(Work instructions):
Here is the listing. Report each line in it that contains the string "Mehiläissaarenraitti".

(Supplied data):

-=-=-

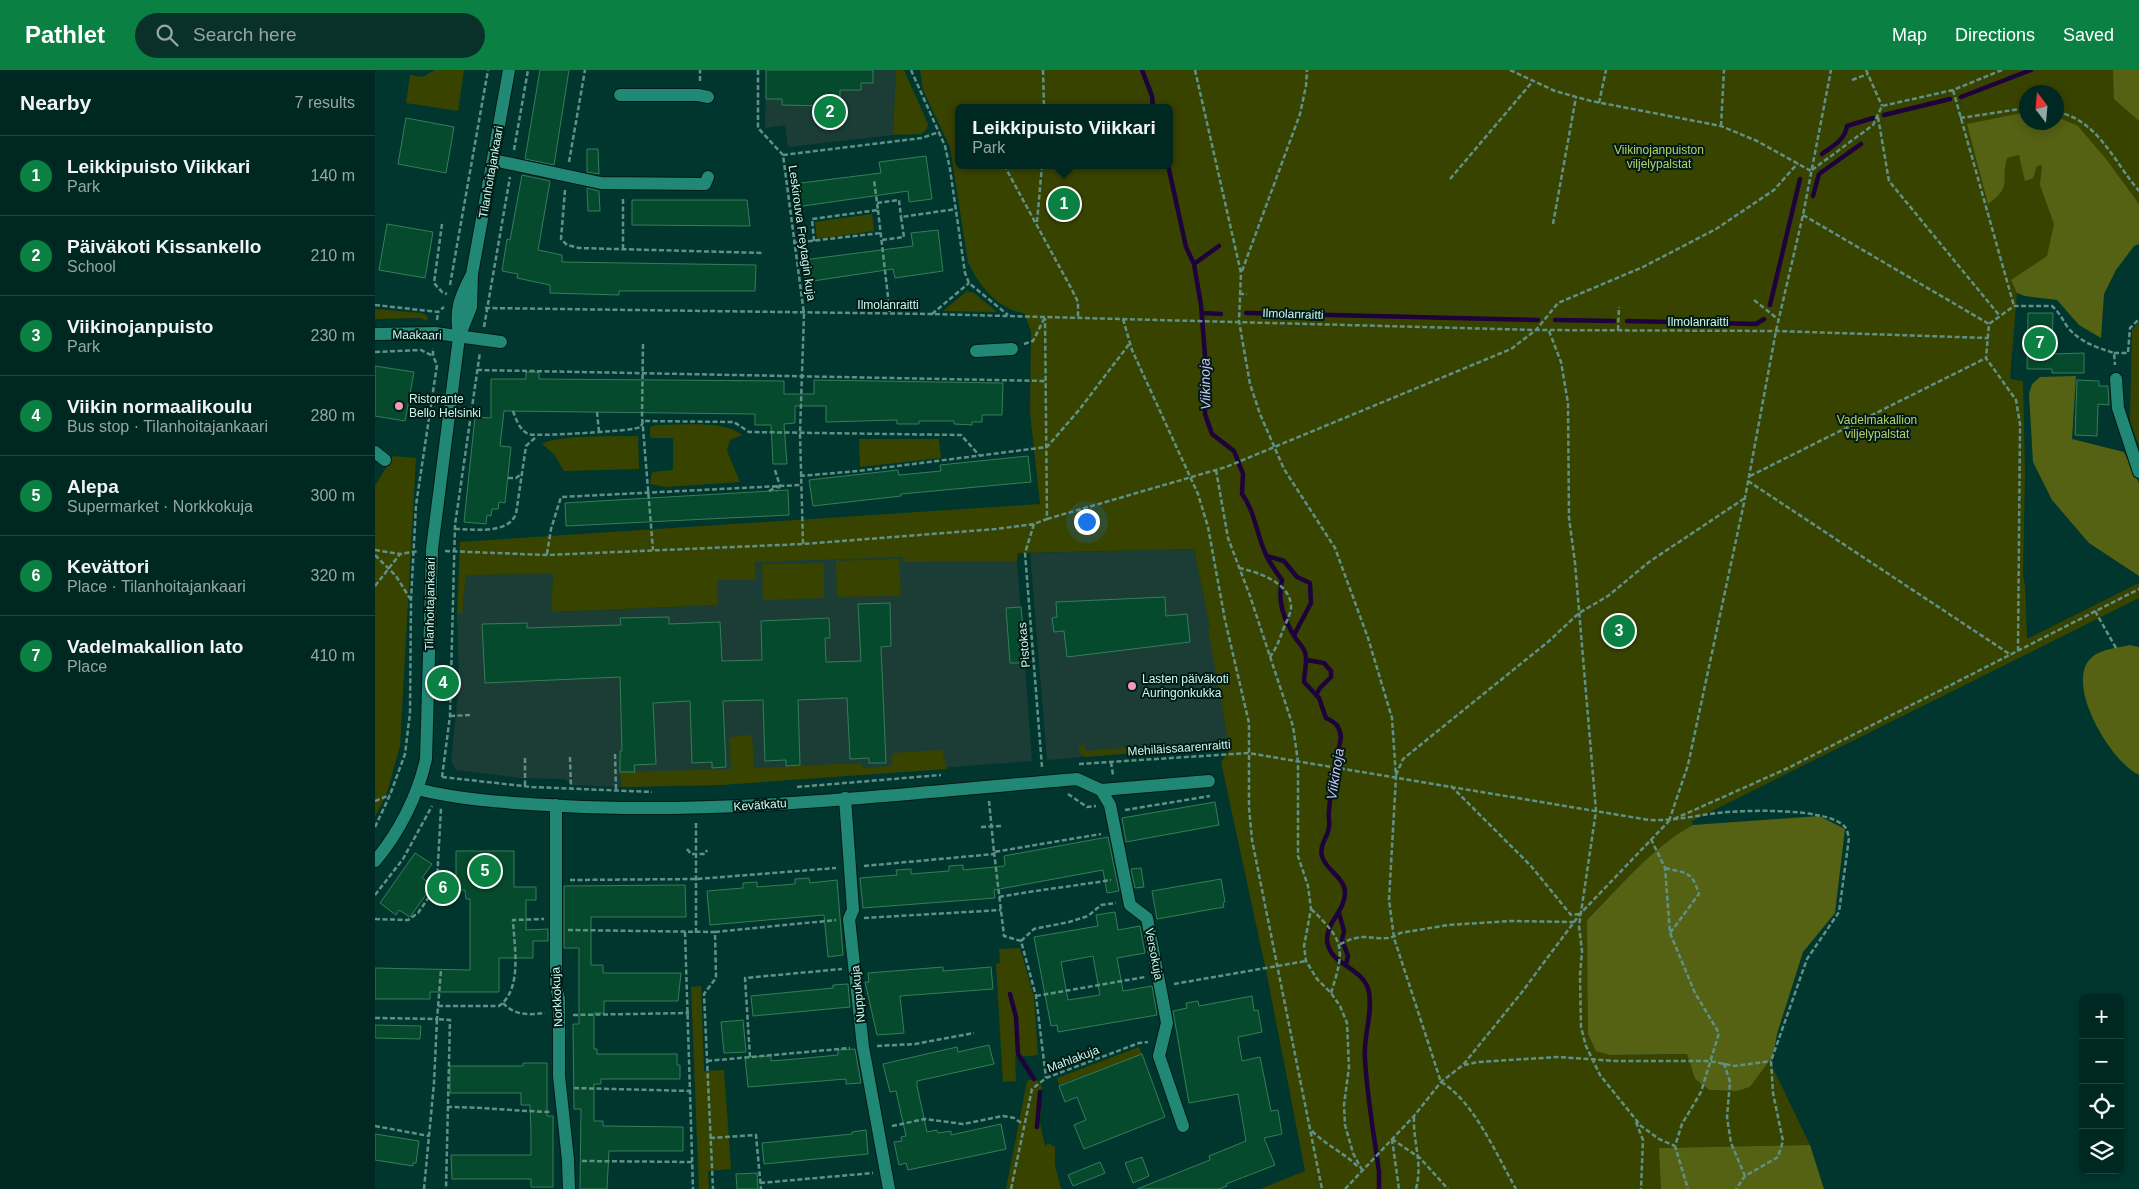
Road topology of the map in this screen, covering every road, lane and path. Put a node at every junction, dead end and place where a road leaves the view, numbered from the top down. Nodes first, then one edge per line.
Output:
1 (488, 70) edge
2 (509, 70) edge
3 (528, 70) edge
4 (585, 70) edge
5 (758, 70) edge
6 (911, 70) edge
7 (1043, 70) edge
8 (1195, 70) edge
9 (1307, 70) edge
10 (1511, 70) edge
11 (1606, 70) edge
12 (1724, 70) edge
13 (1831, 70) edge
14 (1866, 70) edge
15 (2002, 70) edge
16 (1868, 74) junction
17 (1851, 80) dead end
18 (1533, 81) junction
19 (1953, 90) junction
20 (620, 95) dead end
21 (708, 97) dead end
22 (1575, 97) junction
23 (1599, 103) junction
24 (1044, 104) edge
25 (1882, 106) junction
26 (2019, 109) edge
27 (2064, 113) edge
28 (1878, 117) junction
29 (1960, 118) junction
30 (1721, 126) junction
31 (939, 132) junction
32 (783, 155) junction
33 (493, 160) junction
34 (1798, 163) junction
35 (512, 164) junction
36 (1006, 169) edge
37 (1042, 169) edge
38 (1811, 171) junction
39 (567, 176) junction
40 (708, 177) dead end
41 (1450, 179) dead end
42 (874, 180) dead end
43 (623, 183) junction
44 (2139, 191) edge
45 (877, 203) junction
46 (955, 209) junction
47 (878, 210) junction
48 (1803, 215) junction
49 (901, 217) junction
50 (1037, 223) junction
51 (442, 224) dead end
52 (1553, 224) dead end
53 (881, 232) junction
54 (882, 240) junction
55 (814, 241) junction
56 (793, 243) junction
57 (623, 249) junction
58 (764, 253) dead end
59 (1241, 273) junction
60 (969, 283) junction
61 (449, 294) junction
62 (1239, 294) junction
63 (1247, 294) dead end
64 (1754, 300) dead end
65 (375, 305) edge
66 (2014, 306) junction
67 (1619, 307) dead end
68 (804, 314) junction
69 (890, 314) junction
70 (931, 314) junction
71 (1999, 315) junction
72 (1009, 316) junction
73 (1045, 318) junction
74 (1078, 318) junction
75 (1123, 319) junction
76 (2139, 319) edge
77 (1779, 320) junction
78 (1239, 321) junction
79 (1989, 324) junction
80 (1536, 330) junction
81 (1549, 330) junction
82 (1618, 330) junction
83 (1777, 330) junction
84 (375, 334) edge
85 (459, 337) junction
86 (1988, 338) junction
87 (501, 342) dead end
88 (1130, 343) junction
89 (643, 344) dead end
90 (1012, 349) joint
91 (976, 351) dead end
92 (375, 352) edge
93 (2114, 353) junction
94 (1986, 358) junction
95 (643, 373) junction
96 (801, 375) junction
97 (2115, 379) joint
98 (1045, 381) junction
99 (513, 411) dead end
100 (597, 412) dead end
101 (643, 421) junction
102 (599, 432) junction
103 (800, 433) junction
104 (537, 436) junction
105 (1047, 446) junction
106 (1277, 446) junction
107 (979, 455) junction
108 (775, 470) dead end
109 (1216, 470) junction
110 (2139, 472) edge
111 (522, 473) junction
112 (801, 476) junction
113 (1750, 476) junction
114 (508, 478) dead end
115 (1191, 479) junction
116 (1748, 481) junction
117 (801, 485) junction
118 (780, 486) junction
119 (769, 491) dead end
120 (777, 491) dead end
121 (649, 492) junction
122 (1745, 498) junction
123 (1047, 519) junction
124 (1034, 524) junction
125 (454, 529) junction
126 (803, 544) junction
127 (375, 550) edge
128 (413, 550) junction
129 (653, 550) junction
130 (453, 551) junction
131 (400, 554) junction
132 (547, 554) junction
133 (375, 555) edge
134 (1239, 568) junction
135 (389, 569) junction
136 (375, 586) edge
137 (2139, 589) edge
138 (411, 600) junction
139 (2095, 611) junction
140 (1579, 613) junction
141 (2117, 648) dead end
142 (2018, 651) junction
143 (2011, 655) junction
144 (1269, 658) junction
145 (470, 715) dead end
146 (450, 716) junction
147 (1248, 753) junction
148 (615, 754) dead end
149 (570, 756) dead end
150 (525, 758) dead end
151 (1298, 762) junction
152 (1076, 764) dead end
153 (1051, 766) dead end
154 (1042, 767) junction
155 (1034, 768) dead end
156 (941, 775) dead end
157 (1396, 777) junction
158 (1209, 781) dead end
159 (525, 786) junction
160 (1451, 786) junction
161 (795, 787) dead end
162 (571, 788) junction
163 (417, 789) junction
164 (1101, 790) junction
165 (615, 791) junction
166 (652, 792) dead end
167 (390, 795) junction
168 (1210, 796) dead end
169 (988, 797) dead end
170 (845, 798) junction
171 (375, 801) edge
172 (556, 805) junction
173 (432, 806) dead end
174 (441, 807) dead end
175 (1596, 811) junction
176 (696, 821) dead end
177 (1669, 821) junction
178 (1114, 823) junction
179 (991, 826) junction
180 (1001, 826) dead end
181 (375, 827) edge
182 (981, 827) dead end
183 (1651, 839) junction
184 (687, 849) dead end
185 (707, 850) dead end
186 (994, 853) junction
187 (697, 854) junction
188 (375, 861) edge
189 (850, 867) junction
190 (1665, 868) junction
191 (1125, 878) junction
192 (697, 879) junction
193 (556, 880) junction
194 (375, 895) edge
195 (999, 897) junction
196 (1129, 901) junction
197 (1311, 909) junction
198 (1001, 910) junction
199 (1580, 914) junction
200 (375, 919) edge
201 (849, 919) junction
202 (1574, 922) junction
203 (556, 924) junction
204 (685, 932) junction
205 (715, 932) junction
206 (696, 933) junction
207 (1670, 934) junction
208 (1394, 938) junction
209 (1021, 941) junction
210 (1340, 944) junction
211 (1306, 961) junction
212 (1278, 967) junction
213 (855, 968) junction
214 (441, 970) dead end
215 (1159, 980) junction
216 (1331, 993) junction
217 (1036, 996) junction
218 (503, 1003) junction
219 (438, 1006) junction
220 (689, 1013) junction
221 (559, 1014) junction
222 (375, 1018) edge
223 (437, 1020) junction
224 (975, 1033) dead end
225 (1164, 1041) junction
226 (863, 1047) junction
227 (750, 1057) junction
228 (1591, 1058) junction
229 (707, 1061) junction
230 (1709, 1061) junction
231 (1771, 1061) junction
232 (1723, 1063) junction
233 (1463, 1065) junction
234 (1047, 1078) junction
235 (1441, 1082) junction
236 (561, 1088) junction
237 (691, 1091) junction
238 (447, 1106) junction
239 (563, 1113) junction
240 (1414, 1116) junction
241 (1635, 1118) junction
242 (1023, 1124) junction
243 (375, 1126) edge
244 (1183, 1126) dead end
245 (879, 1129) junction
246 (1311, 1130) junction
247 (429, 1136) junction
248 (710, 1138) junction
249 (1392, 1139) junction
250 (1675, 1146) junction
251 (1420, 1158) junction
252 (568, 1160) junction
253 (692, 1162) junction
254 (1362, 1170) junction
255 (870, 1173) dead end
256 (1745, 1176) junction
257 (760, 1183) junction
258 (424, 1189) edge
259 (446, 1189) edge
260 (569, 1189) edge
261 (693, 1189) edge
262 (713, 1189) edge
263 (761, 1189) edge
264 (889, 1189) edge
265 (1011, 1189) edge
266 (1322, 1189) edge
267 (1345, 1189) edge
268 (1399, 1189) edge
269 (1416, 1189) edge
270 (1448, 1189) edge
271 (1516, 1189) edge
272 (1641, 1189) edge
273 (1688, 1189) edge
274 (1736, 1189) edge

1 - 61 path
2 - 33 street, Tilanhoitajankaari
3 - 35 path
4 - 39 path
5 - 32 path, Leskirouva Freytagin kuja
6 - 31 path
7 - 24 path
8 - 59 path
9 - 59 path
10 - 18 path
11 - 23 path
12 - 30 path
13 - 38 path
14 - 16 path
15 - 19 path
16 - 17 path
16 - 25 path
18 - 22 path
18 - 41 path
19 - 25 path
19 - 29 path
20 - 21 street
22 - 23 path
22 - 52 path
23 - 30 path
25 - 28 path
26 - 29 path
27 - 44 path
28 - 38 path
28 - 71 path
29 - 66 path
30 - 34 path
31 - 32 path
31 - 46 path
32 - 56 path, Leskirouva Freytagin kuja
33 - 35 street
33 - 85 street, Tilanhoitajankaari
34 - 38 path
34 - 80 path
35 - 39 street
35 - 68 path, Ilmolanraitti
36 - 50 path
37 - 50 path
38 - 48 path
39 - 43 street
39 - 57 path
40 - 43 street
42 - 45 path
43 - 57 path
45 - 47 path
45 - 49 path
46 - 49 path
46 - 60 path
47 - 53 path
47 - 55 path
48 - 77 path
48 - 79 path
49 - 54 path
50 - 74 path
51 - 61 path
53 - 54 path
53 - 55 path
54 - 69 path
55 - 56 path
56 - 68 path, Leskirouva Freytagin kuja
57 - 58 path
59 - 62 path
60 - 70 path
60 - 72 path
61 - 65 path
62 - 63 path
62 - 78 path
64 - 77 path
66 - 71 path
66 - 93 path
67 - 82 path
68 - 69 path, Ilmolanraitti
68 - 96 path, Leskirouva Freytagin kuja
69 - 70 path, Ilmolanraitti
70 - 72 path, Ilmolanraitti
71 - 79 path
72 - 73 path, Ilmolanraitti
73 - 74 path, Ilmolanraitti
73 - 90 path
73 - 98 path
74 - 75 path, Ilmolanraitti
75 - 78 path, Ilmolanraitti
75 - 88 path
76 - 93 path
77 - 83 path
78 - 80 path, Ilmolanraitti
78 - 106 path
79 - 86 path
80 - 81 path, Ilmolanraitti
80 - 106 path
81 - 82 path, Ilmolanraitti
81 - 140 path
82 - 83 path, Ilmolanraitti
83 - 86 path, Ilmolanraitti
83 - 113 path
84 - 85 street, Maakaari
85 - 87 street, Maakaari
85 - 163 street, Tilanhoitajankaari
86 - 94 path
88 - 105 path
88 - 115 path
89 - 95 path
90 - 91 street
92 - 128 path
93 - 97 path
94 - 113 path
94 - 142 path
95 - 96 path
95 - 101 path
95 - 125 path
96 - 98 path
96 - 103 path, Leskirouva Freytagin kuja
97 - 110 street
98 - 105 path
99 - 104 path
100 - 102 path
101 - 102 path
101 - 103 path
101 - 121 path
102 - 104 path
103 - 107 path
103 - 112 path, Leskirouva Freytagin kuja
104 - 111 path
105 - 107 path
105 - 123 path
106 - 109 path
106 - 157 path
107 - 112 path
108 - 118 path, bridge
109 - 115 path
109 - 134 path
111 - 114 path
111 - 125 path
112 - 117 path, Leskirouva Freytagin kuja
113 - 116 path
115 - 123 path
115 - 147 path
116 - 122 path
116 - 143 path
117 - 118 path
117 - 126 path, Leskirouva Freytagin kuja
118 - 119 path, bridge
118 - 120 path, bridge
118 - 121 path
121 - 129 path
121 - 132 path
122 - 140 path
122 - 177 path
123 - 124 path
124 - 126 path
124 - 154 path, Pistokas
125 - 130 path
126 - 129 path
127 - 131 path
128 - 131 path
128 - 138 path
129 - 132 path
130 - 132 path
130 - 146 path
131 - 135 path
133 - 135 path
134 - 144 path
134 - 144 path
135 - 136 path
135 - 138 path
137 - 139 path
138 - 167 path
139 - 141 path
139 - 142 path
140 - 157 path
140 - 175 path
142 - 143 path
143 - 177 path
144 - 151 path
145 - 146 path
146 - 159 path
147 - 151 path, Mehiläissaarenraitti
147 - 152 path, Mehiläissaarenraitti
147 - 212 path
148 - 165 path
149 - 162 path
150 - 159 path
151 - 157 path, Mehiläissaarenraitti
151 - 197 path
153 - 154 path
154 - 155 path
156 - 161 path
157 - 160 path, Mehiläissaarenraitti
157 - 208 path
158 - 164 street
159 - 162 path
160 - 175 path, Mehiläissaarenraitti
160 - 199 path
162 - 165 path
163 - 172 street, Kevätkatu
163 - 188 street, Tilanhoitajankaari
164 - 170 street, Kevätkatu
164 - 178 street
165 - 166 path
167 - 171 path
167 - 181 path
168 - 178 path
169 - 179 path
170 - 172 street, Kevätkatu
170 - 189 street, Nuppukuja
172 - 193 street, Norkkokuja
173 - 194 path
174 - 200 path
175 - 177 path, Mehiläissaarenraitti
175 - 199 path
176 - 187 path
177 - 183 path
177 - 231 path
178 - 186 path
178 - 191 street
179 - 180 path
179 - 182 path
179 - 186 path
183 - 190 path
183 - 199 path
184 - 187 path
185 - 187 path
186 - 189 path
186 - 195 path
187 - 192 path
189 - 192 path
189 - 201 street, Nuppukuja
190 - 207 path
190 - 207 path
191 - 195 path
191 - 196 street
192 - 193 path
192 - 206 path
193 - 203 street, Norkkokuja
195 - 198 path
196 - 209 path
196 - 215 street, Versokuja
197 - 210 path
197 - 211 path
198 - 201 path
198 - 209 path
199 - 202 path
199 - 228 path
201 - 205 path
201 - 213 street, Nuppukuja
202 - 208 path
202 - 233 path
203 - 204 path
203 - 218 path
203 - 221 street, Norkkokuja
204 - 206 path
204 - 220 path
205 - 206 path
205 - 229 path
207 - 230 path
208 - 210 path
208 - 235 path
209 - 217 path
210 - 216 path
211 - 212 path
211 - 216 path
212 - 215 path
212 - 246 path
213 - 226 street, Nuppukuja
213 - 227 path
214 - 219 path
215 - 217 path
215 - 225 street, Versokuja
216 - 254 path
217 - 234 path
218 - 219 path
218 - 221 path
219 - 223 path
220 - 221 path
220 - 237 path
221 - 236 street, Norkkokuja
222 - 223 path
223 - 238 path
223 - 247 path
224 - 226 path
225 - 234 path, Mahlakuja
225 - 244 street, Versokuja
226 - 227 path
226 - 245 street, Nuppukuja
227 - 229 path
228 - 230 path
228 - 233 path
228 - 241 path
229 - 248 path
230 - 232 path
230 - 250 path
231 - 232 path
231 - 256 path
232 - 256 path
233 - 235 path
234 - 242 path, Mahlakuja
235 - 240 path
235 - 271 path
236 - 237 path
236 - 239 street, Norkkokuja
237 - 253 path
238 - 239 path
238 - 259 path
239 - 252 street, Norkkokuja
240 - 249 path
240 - 251 path
241 - 250 path
241 - 272 path
242 - 245 path
242 - 265 path, Mahlakuja
243 - 247 path
245 - 264 street, Nuppukuja
246 - 254 path
246 - 266 path
247 - 258 path
248 - 257 path
248 - 262 path
249 - 251 path
249 - 254 path
249 - 268 path
250 - 273 path
251 - 269 path
251 - 270 path
252 - 253 path
252 - 260 street, Norkkokuja
253 - 261 path
254 - 267 path
255 - 257 path
256 - 274 path
257 - 263 path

-=-=-

(Problem solution):
147 - 151 path, Mehiläissaarenraitti
147 - 152 path, Mehiläissaarenraitti
151 - 157 path, Mehiläissaarenraitti
157 - 160 path, Mehiläissaarenraitti
160 - 175 path, Mehiläissaarenraitti
175 - 177 path, Mehiläissaarenraitti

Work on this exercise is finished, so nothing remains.